El pueblo saharaui, refugiado desde hace 46 años – CEAS-Sahara

El día 20 de junio, es el día internacional de los refugiados. Desgraciadamente, todas las cifras marcan un aumento constante del número de personas que se encuentran en esta situación. Lejos de que los mecanismos internacionales sirvan para evitar o mitigar el exilio forzado y el refugio, asistimos a movimientos masivos de población obligada por las guerras y las persecuciones. Situación agravada por la necesidad económica que mueve a otros millones de personas a buscar nuevos horizontes más favorables lejos de sus lugares de origen.

Más allá de las grandes cifras, hay algunas poblaciones que tienen el estatuto de refugiado desde hace décadas. Si el aumento de las cifras es una muestra de ineficacia de las instituciones internacionales, la prolongación de la condición de exiliado, por definición temporal, a lo largo de décadas, lo es todavía más.

El pueblo saharaui, que vivía en la 53 provincia española, fue abandonado a su suerte y vio como Mauritania y Marruecos invadían su territorio. La feroz represión y persecución, especialmente marroquí, con bombardeos de napalm y desapariciones forzadas, llevo a una gran parte de la población a la huida y la búsqueda de refugio ante la imposibilidad de mantenerse en territorio saharaui por la violencia militar marroquí. Finalmente llegaron al sur de Argelia, que los acogió, dando lugar a los actuales campamentos de refugiados saharauis cerca de la población de Tindouf.

Todo esto pasaba en el año 1975, 46 años después, cerca de 180.000 saharauis, según los propios organismos internacionales, que constituyen algo más de la mitad de la población, siguen siendo refugiados.

46 años que no han servido para acabar con el origen de la condición de refugiado, con la celebración del referéndum de autodeterminación marcado por las Naciones Unidas y que debería haber garantizado hace décadas, a través del despliegue de la MINURSO sobre el terreno.
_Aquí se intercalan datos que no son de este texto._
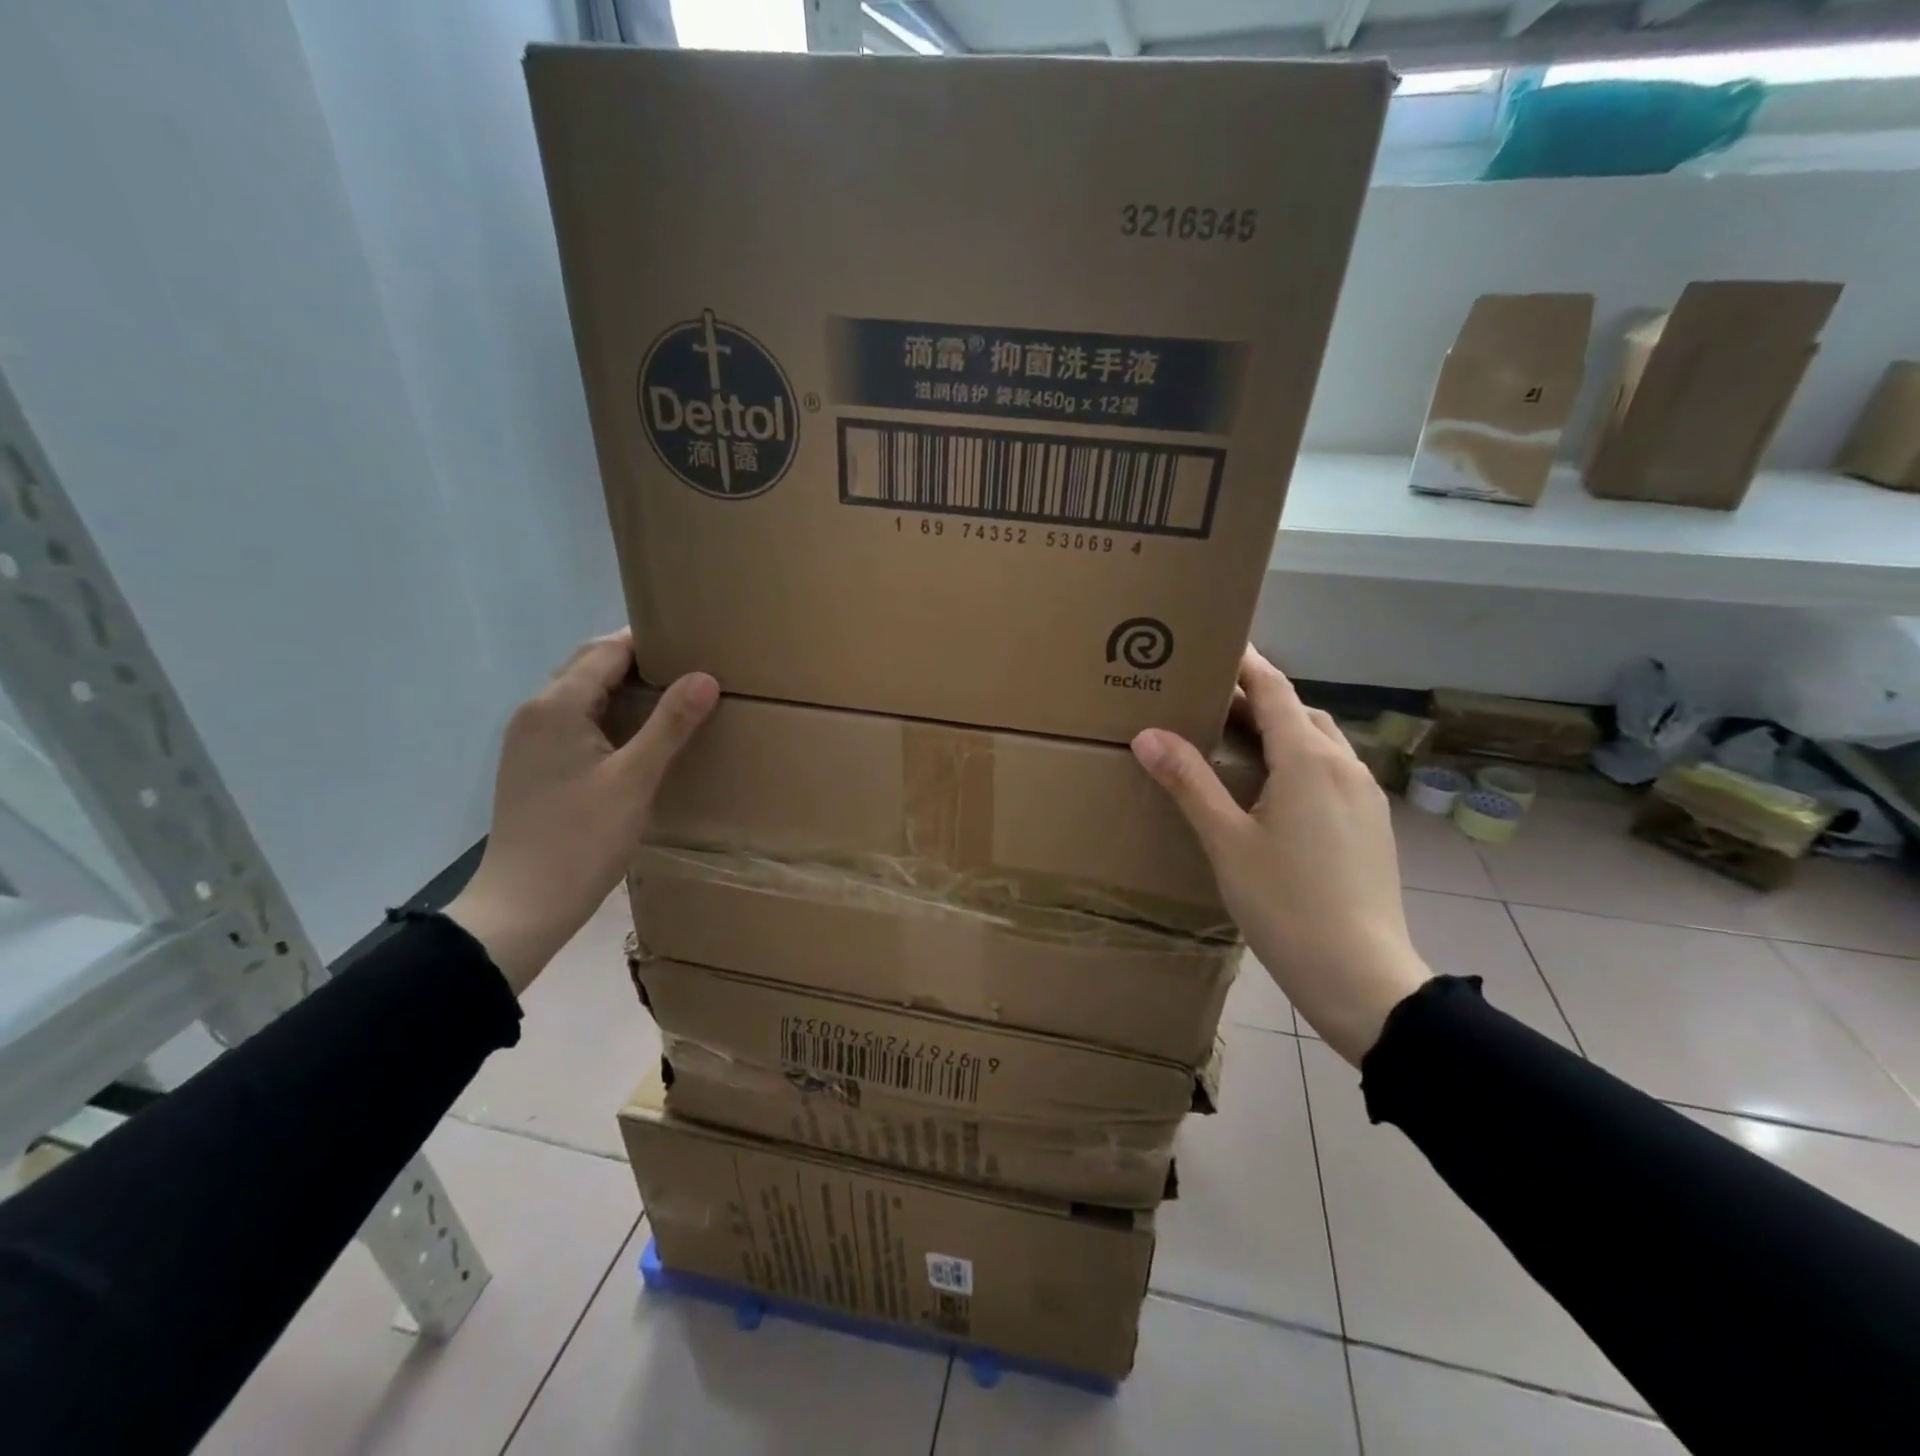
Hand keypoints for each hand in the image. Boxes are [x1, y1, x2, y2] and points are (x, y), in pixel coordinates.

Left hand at [446, 631, 717, 994]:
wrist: (522, 906)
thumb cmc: (581, 840)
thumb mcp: (635, 780)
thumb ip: (670, 725)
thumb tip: (705, 677)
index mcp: (556, 706)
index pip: (606, 650)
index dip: (650, 642)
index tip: (694, 642)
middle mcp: (536, 712)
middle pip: (589, 666)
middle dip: (637, 660)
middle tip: (690, 667)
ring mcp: (530, 740)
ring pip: (582, 694)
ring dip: (624, 688)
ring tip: (674, 697)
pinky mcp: (535, 765)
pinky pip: (576, 720)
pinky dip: (609, 714)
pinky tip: (640, 735)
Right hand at [1131, 646, 1429, 1065]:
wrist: (1361, 975)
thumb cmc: (1285, 904)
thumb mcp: (1225, 841)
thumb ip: (1189, 782)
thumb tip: (1148, 733)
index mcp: (1308, 759)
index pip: (1273, 689)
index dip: (1244, 663)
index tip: (1213, 643)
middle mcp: (1344, 765)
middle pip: (1298, 711)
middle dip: (1256, 698)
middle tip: (1207, 700)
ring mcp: (1365, 795)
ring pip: (1319, 741)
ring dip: (1280, 729)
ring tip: (1236, 742)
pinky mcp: (1372, 824)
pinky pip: (1332, 771)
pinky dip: (1300, 760)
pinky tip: (1273, 791)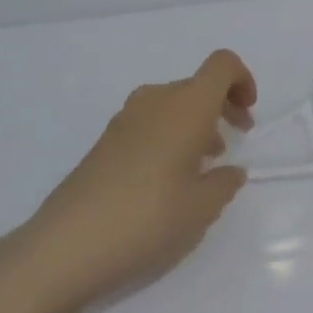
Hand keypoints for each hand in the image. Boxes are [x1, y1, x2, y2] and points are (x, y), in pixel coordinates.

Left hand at [20, 49, 257, 308]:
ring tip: (202, 166)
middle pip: (198, 85)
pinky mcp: (104, 142)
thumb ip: (225, 182)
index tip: (247, 114)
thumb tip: (228, 171)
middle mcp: (156, 101)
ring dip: (195, 123)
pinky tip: (167, 180)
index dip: (243, 80)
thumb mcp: (203, 208)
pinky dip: (169, 136)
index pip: (223, 65)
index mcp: (187, 106)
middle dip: (222, 106)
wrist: (65, 247)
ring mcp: (125, 120)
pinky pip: (149, 123)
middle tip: (235, 141)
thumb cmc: (148, 219)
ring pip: (172, 104)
46 años en los que el pueblo saharaui ha visto cómo su situación temporal de refugiado se convertía en una condición que heredaban las nuevas generaciones nacidas en los campamentos, a lo largo de tantos años.
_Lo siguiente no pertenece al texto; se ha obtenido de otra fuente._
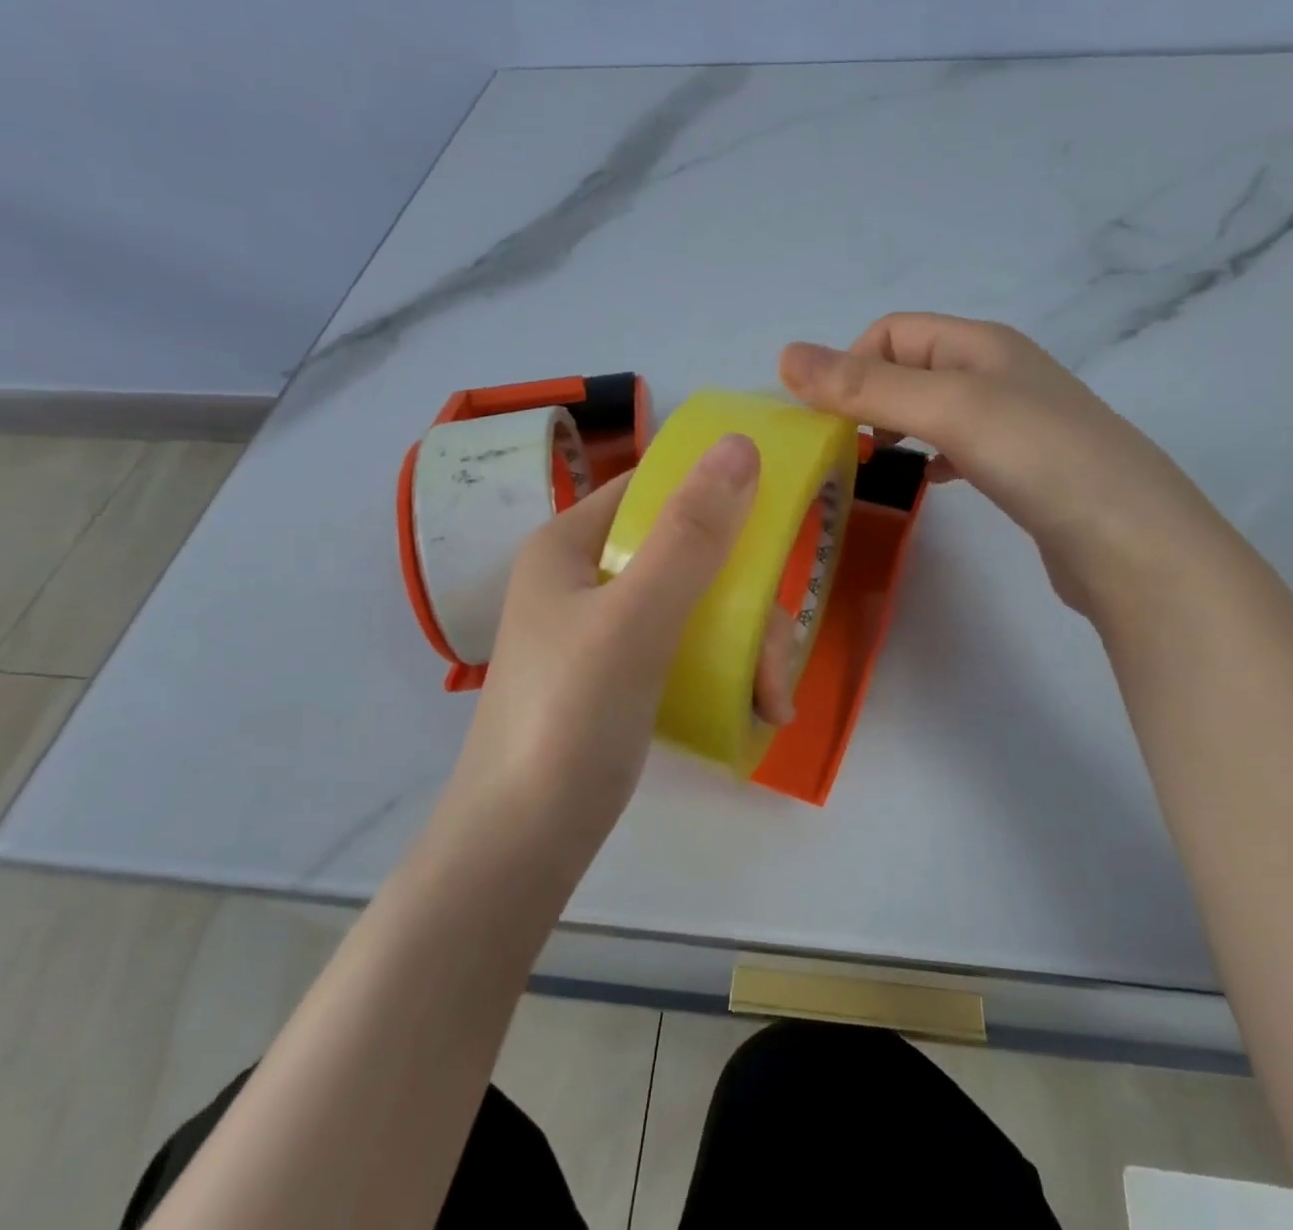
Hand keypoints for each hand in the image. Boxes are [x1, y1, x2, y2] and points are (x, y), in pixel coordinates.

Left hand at [440, 434, 795, 854]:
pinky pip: (686, 650)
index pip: (652, 491)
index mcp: (570, 545)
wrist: (518, 848)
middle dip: (744, 605)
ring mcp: (602, 631)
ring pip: (696, 606)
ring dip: (744, 646)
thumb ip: (691, 534)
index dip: (715, 499)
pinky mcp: (619, 677)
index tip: (770, 538)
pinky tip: (755, 711)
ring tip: (770, 702)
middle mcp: (584, 578)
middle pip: (686, 555)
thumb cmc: (569, 718)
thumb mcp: (636, 619)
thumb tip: (740, 444)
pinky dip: (724, 673)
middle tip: (774, 662)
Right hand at [780, 313, 1229, 619]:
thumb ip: (866, 385)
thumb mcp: (946, 407)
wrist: (1129, 539)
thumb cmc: (1036, 456)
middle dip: (868, 399)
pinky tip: (927, 482)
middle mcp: (998, 372)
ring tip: (875, 464)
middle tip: (845, 446)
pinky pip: (960, 448)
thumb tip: (785, 355)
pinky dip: (931, 458)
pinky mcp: (1023, 468)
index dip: (851, 365)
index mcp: (979, 344)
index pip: (891, 332)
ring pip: (934, 410)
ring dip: (896, 428)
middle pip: (911, 368)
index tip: (830, 420)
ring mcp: (1015, 422)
46 años en los que la ayuda alimentaria de emergencia se ha convertido en la fuente principal de la alimentación de este pueblo, acarreando numerosos déficits de todo tipo.
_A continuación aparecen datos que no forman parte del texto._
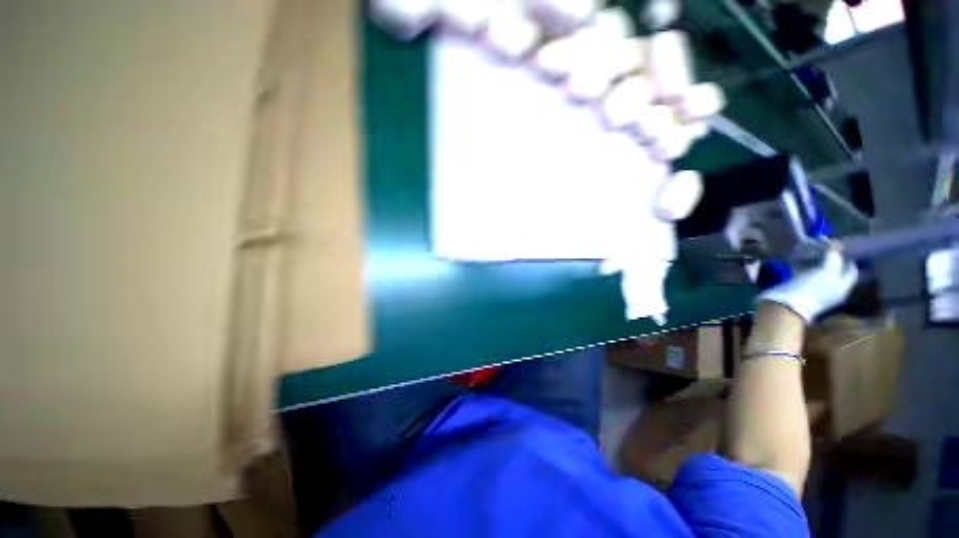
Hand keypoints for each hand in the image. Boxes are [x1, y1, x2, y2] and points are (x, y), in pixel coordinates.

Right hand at [757, 247, 857, 323]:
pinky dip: (801, 264)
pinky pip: (803, 272)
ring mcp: (813, 288)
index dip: (849, 258)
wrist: (784, 305)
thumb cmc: (811, 290)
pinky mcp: (797, 287)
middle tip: (825, 245)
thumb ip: (833, 259)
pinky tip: (797, 257)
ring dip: (815, 260)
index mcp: (842, 287)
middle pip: (834, 270)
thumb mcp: (826, 273)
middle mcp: (831, 288)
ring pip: (817, 270)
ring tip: (810, 248)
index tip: (844, 246)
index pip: (851, 271)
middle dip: (831, 257)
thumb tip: (836, 245)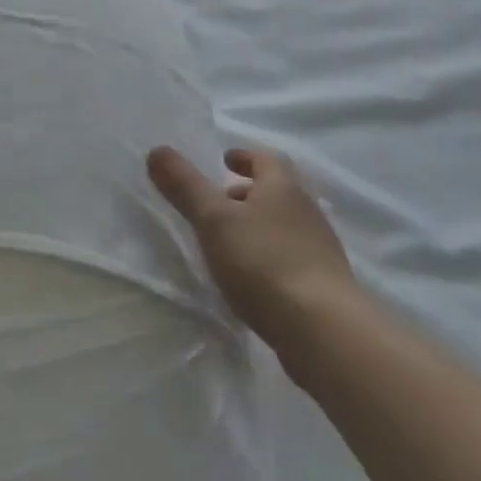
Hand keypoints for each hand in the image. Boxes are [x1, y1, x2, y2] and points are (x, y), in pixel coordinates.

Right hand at [147, 144, 354, 347]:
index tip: (224, 161)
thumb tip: (157, 150)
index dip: (244, 157)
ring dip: (258, 224)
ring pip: (284, 224)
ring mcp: (319, 249)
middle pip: (277, 191)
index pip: (265, 159)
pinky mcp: (323, 284)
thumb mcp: (213, 219)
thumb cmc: (263, 262)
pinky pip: (290, 255)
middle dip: (248, 191)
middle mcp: (307, 211)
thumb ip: (185, 185)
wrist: (324, 330)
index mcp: (283, 188)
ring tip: (229, 239)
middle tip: (219, 200)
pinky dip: (268, 254)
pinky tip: (250, 274)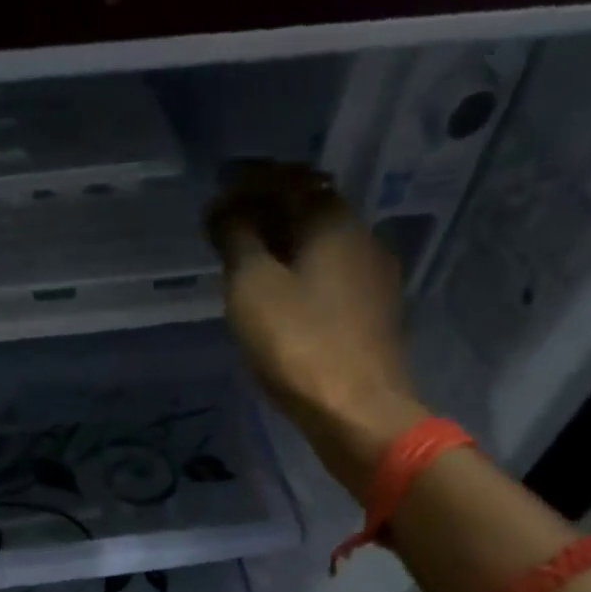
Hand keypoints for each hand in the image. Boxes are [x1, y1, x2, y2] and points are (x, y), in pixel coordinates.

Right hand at [206, 161, 424, 488]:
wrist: (357, 411)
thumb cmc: (297, 344)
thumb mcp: (252, 288)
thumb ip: (237, 240)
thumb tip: (225, 209)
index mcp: (333, 221)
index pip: (288, 180)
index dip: (248, 183)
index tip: (216, 198)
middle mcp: (362, 237)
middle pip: (310, 207)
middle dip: (267, 211)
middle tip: (227, 228)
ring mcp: (374, 276)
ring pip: (322, 243)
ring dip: (285, 243)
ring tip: (248, 262)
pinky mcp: (375, 312)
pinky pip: (331, 274)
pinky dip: (301, 271)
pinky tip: (281, 295)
Años, en los que la otra parte de la población saharaui, la que se quedó en lo que era provincia española y hoy es territorio ocupado, ha sufrido todo tipo de represión, desapariciones, cárceles, condenas injustas, insultos, agresiones sexuales, en fin,  violaciones de todos y cada uno de los derechos humanos proclamados por las Naciones Unidas y que esta institución, ha sido incapaz de garantizar, a pesar de que es una de sus obligaciones en conflictos de este tipo.

Una situación que, a partir de la impunidad de la represión, la explotación de los recursos naturales que no son suyos y las provocaciones y roturas de los acuerdos de alto el fuego por parte de Marruecos, han llevado al reinicio del conflicto armado.

El pueblo saharaui no debe padecer ni un mes más su situación de exilio, refugio y ocupación. Las instituciones internacionales, los países miembros del Consejo de Seguridad, las Unión Europea y Africana y, sobre todo España como potencia administradora han tenido décadas para acabar con esta situación. No se puede esperar más, contemplando como se premia la violación de derechos y la invasión por parte de Marruecos. No se puede contemporizar más con quien causa tanto dolor y frustración. Que el pueblo saharaui vote, que elija su destino, que consiga su libertad y que el año próximo, el 20 de junio, podamos decir que la comunidad internacional ha tenido un éxito, ha conseguido que uno de los conflictos de mayor duración haya finalizado con la libertad del Sáhara Occidental.